Jury nullification is American dissent, as old and as heralded as the 1735 trial of John Peter Zenger, who was acquitted of seditious libel against the royal governor of New York, and absent a government capable of repairing injustices, it is legitimate protest. If some few episodes of a television entertainment have caused others to reflect on the war zones we have created in our cities and the human beings stranded there, we ask that those people might also consider their conscience. And when the lawyers or the judge or your fellow jurors seek explanation, think for a moment on Bubbles or Bodie or Wallace. And remember that the lives being held in the balance aren’t fictional.

Full Story: Time.

At Hit and Run, Radley Balko points out:

The one problem with jury nullification is that judges and prosecutors often set perjury traps that pick would-be nullifiers off during the voir dire process. Worse, judges sometimes even wrongly instruct jurors that their only option is to consider the defendant’s guilt or innocence, explicitly instructing that they aren’t to judge the justness or morality of the law itself.

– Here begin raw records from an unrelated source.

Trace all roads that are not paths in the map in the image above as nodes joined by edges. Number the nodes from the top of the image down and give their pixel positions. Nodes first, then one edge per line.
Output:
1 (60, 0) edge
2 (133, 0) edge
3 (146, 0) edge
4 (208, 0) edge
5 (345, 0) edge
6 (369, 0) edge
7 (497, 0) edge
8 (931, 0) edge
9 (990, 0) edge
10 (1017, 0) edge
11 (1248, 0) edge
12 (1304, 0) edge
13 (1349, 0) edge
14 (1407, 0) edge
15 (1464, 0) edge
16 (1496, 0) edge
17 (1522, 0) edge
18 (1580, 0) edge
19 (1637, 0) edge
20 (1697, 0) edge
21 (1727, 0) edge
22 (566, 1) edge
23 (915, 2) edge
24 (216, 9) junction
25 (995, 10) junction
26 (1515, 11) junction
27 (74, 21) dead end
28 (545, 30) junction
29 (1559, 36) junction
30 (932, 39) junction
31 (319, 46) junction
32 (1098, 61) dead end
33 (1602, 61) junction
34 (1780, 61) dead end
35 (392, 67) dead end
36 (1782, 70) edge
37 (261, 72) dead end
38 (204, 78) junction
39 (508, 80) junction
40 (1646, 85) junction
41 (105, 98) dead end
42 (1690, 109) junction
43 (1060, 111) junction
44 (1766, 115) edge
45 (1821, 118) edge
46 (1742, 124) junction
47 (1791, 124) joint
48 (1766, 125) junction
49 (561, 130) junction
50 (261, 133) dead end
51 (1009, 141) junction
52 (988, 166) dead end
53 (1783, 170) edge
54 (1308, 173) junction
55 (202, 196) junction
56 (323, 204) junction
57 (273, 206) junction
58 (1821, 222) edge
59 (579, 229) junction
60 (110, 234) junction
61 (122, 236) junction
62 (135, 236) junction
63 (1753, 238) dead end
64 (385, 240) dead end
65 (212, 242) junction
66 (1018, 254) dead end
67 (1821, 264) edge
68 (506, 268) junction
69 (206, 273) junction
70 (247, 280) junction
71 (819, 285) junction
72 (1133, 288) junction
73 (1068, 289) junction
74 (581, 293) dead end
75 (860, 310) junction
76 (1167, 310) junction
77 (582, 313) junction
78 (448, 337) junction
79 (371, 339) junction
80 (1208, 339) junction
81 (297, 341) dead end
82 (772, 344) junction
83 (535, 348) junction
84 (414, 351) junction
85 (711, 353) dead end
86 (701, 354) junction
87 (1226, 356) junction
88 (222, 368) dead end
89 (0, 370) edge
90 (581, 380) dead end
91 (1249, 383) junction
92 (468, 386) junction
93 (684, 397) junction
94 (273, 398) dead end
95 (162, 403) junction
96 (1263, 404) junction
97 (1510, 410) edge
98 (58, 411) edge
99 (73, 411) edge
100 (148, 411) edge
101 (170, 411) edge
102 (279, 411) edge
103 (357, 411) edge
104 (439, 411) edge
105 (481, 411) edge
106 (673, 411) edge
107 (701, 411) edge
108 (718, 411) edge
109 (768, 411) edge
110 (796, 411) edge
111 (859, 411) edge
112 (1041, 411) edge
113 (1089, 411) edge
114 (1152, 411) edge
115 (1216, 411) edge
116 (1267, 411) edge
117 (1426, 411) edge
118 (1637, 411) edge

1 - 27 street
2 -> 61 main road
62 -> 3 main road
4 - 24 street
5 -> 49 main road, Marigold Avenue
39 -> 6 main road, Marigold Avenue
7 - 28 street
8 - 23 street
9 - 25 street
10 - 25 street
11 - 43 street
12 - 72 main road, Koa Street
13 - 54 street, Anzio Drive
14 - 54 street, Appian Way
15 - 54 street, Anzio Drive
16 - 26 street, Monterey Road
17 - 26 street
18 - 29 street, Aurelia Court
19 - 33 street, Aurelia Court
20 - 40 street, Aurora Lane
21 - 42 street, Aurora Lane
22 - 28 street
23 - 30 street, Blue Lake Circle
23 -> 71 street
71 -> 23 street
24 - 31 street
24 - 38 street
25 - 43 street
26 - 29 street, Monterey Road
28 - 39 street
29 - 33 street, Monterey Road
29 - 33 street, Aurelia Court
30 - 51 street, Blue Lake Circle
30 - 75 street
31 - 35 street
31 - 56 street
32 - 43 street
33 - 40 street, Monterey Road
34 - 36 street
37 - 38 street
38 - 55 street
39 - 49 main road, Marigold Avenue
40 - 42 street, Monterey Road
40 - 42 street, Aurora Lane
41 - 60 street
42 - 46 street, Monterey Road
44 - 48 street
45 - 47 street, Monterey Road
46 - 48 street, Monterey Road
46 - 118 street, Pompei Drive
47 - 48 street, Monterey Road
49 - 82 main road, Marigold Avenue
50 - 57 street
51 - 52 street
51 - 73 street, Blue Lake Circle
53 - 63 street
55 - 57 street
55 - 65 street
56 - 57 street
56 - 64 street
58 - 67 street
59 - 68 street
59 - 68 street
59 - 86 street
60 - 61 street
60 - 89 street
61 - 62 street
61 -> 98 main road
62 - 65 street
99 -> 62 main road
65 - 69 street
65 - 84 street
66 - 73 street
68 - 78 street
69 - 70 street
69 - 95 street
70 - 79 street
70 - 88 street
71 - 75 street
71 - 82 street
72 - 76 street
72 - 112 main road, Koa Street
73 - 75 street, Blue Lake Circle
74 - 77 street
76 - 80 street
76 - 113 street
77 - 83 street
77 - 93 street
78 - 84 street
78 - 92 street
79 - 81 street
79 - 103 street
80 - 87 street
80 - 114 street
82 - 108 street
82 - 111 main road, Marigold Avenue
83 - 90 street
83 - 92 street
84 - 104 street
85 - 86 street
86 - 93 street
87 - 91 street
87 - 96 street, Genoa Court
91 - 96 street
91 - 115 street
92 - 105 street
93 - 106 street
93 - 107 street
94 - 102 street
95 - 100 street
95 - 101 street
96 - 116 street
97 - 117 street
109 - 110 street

One of the most significant policies drug reformers could get enacted would be to work Congress and state legislatures to pass legislation protecting and preserving the rights of jurors to nullify-or better yet, to even force courts to notify them of that right before deliberation.

See also:

Fully Informed Jury Association.

3 Comments

  1. It is one of our little known rights, and one that the government and the courts have tried their hardest to keep hidden from the people.

  2. Jury nullification puts law=justice on trial.
    The bigger issue is that although defender attorneys know about it, judges hate it so much that they’ll bar the lawyer from mentioning it or penalize them enough that they won’t. Essentially all of those facts about the cost & mass of the Drug War is deemed “irrelevant”.
    It underlies the shift in “government by the people” to “government over the people”.

    See the past –

    “The jury has a right to judge both the law as well as the fact in controversy.”
    – Chief Justice John Jay, U.S. Supreme Court Georgia v Brailsford (3 Dallas 1, 1794)

    “The jury has the right to determine both the law and the facts.”
    – Samuel Chase, Supreme Court Justice 1804 signer of The Declaration of Independence.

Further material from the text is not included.